Apple has a unique opportunity in China, whose consumers have been used to using mobile payment options for goods and services for some time. This precedence may give Apple Pay a leg up in comparison to its reception in other countries, where retailers have met the new payments platform with skepticism. However, the existing Chinese mobile payment services may also create a challenge to Apple Pay, since it will have to figure out how to compete in an already-populated market.
Apple Pay’s expansion into China will bring stiff competition to Bitcoin, which receives most of its trading volume and mining power from China. As companies like Coinbase and Bitpay work to make bitcoin mobile payments easy for the average customer, Apple Pay will offer them a method of mobile payments using a currency they are familiar with. Apple Pay allows users to connect their credit cards and checking accounts, so consumers can switch to mobile payments without much of a learning curve.

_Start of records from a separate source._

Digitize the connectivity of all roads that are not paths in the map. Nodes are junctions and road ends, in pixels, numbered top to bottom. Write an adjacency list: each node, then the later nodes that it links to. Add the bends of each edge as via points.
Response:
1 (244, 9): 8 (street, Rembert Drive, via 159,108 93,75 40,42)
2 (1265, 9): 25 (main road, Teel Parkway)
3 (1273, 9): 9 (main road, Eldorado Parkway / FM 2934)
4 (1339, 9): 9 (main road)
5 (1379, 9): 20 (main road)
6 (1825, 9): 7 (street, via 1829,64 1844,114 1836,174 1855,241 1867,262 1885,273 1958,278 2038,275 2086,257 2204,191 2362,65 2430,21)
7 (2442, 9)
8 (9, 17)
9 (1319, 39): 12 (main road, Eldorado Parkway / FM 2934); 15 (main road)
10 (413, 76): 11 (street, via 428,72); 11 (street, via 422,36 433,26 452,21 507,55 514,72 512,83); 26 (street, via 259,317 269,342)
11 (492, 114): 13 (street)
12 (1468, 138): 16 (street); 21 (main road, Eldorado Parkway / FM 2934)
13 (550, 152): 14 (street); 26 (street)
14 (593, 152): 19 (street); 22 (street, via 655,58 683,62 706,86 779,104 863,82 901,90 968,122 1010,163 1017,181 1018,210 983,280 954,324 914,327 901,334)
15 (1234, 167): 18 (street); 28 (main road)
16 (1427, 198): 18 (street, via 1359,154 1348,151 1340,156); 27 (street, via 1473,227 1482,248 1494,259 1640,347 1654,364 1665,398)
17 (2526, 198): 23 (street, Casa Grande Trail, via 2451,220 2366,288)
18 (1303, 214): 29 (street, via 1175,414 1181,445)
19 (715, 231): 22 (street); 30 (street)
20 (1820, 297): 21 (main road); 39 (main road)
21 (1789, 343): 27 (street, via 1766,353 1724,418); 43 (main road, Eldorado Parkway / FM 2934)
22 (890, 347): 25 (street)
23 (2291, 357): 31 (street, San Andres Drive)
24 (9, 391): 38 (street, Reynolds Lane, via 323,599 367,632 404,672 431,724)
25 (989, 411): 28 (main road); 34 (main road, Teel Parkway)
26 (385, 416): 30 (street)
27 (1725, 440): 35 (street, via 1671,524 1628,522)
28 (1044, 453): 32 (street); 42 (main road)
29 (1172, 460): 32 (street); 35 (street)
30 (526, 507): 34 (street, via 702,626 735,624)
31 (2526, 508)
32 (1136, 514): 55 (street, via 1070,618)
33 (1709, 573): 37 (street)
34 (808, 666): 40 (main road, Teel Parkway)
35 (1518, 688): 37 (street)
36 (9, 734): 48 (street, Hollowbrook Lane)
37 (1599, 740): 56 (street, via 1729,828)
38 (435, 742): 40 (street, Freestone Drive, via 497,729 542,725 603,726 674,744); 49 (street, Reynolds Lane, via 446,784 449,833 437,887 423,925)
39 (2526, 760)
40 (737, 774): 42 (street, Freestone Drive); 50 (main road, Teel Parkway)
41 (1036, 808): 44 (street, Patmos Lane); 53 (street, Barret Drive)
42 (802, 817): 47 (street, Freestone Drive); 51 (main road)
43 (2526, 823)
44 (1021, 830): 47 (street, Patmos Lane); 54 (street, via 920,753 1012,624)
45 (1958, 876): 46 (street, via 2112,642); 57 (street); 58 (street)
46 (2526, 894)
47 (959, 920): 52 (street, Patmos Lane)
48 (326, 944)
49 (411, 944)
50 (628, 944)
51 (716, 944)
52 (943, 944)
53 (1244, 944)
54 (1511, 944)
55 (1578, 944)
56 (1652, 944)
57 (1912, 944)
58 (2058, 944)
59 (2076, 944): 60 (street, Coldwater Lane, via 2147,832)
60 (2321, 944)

However, Bitcoin has advantages of its own, which have proven themselves in recent months. Chinese investors seem to look at Bitcoin as a place to preserve wealth in uncertain markets, with an explosion in Chinese trading volume sending the bitcoin price skyward at the onset of the most recent stock market crash. Bitcoin also offers a level of anonymity to a privacy-starved Chinese population, allowing them to conduct their online financial business away from the prying eyes of the government. Bitcoin’s strongest advantage, praised by the currency’s advocates, is its ability to connect the unbanked population to the global economy. This feature makes bitcoin a big contender in the payments market for developing countries, which have large populations of poverty-stricken citizens without access to traditional banking services.
China is shaping up to be a battleground for the future of FinTech, as Apple Pay and Bitcoin go head-to-head with well-established mobile payment services in China. The outcome of this competition may give evidence to the fate of Bitcoin in other markets, especially developing economies similar to China.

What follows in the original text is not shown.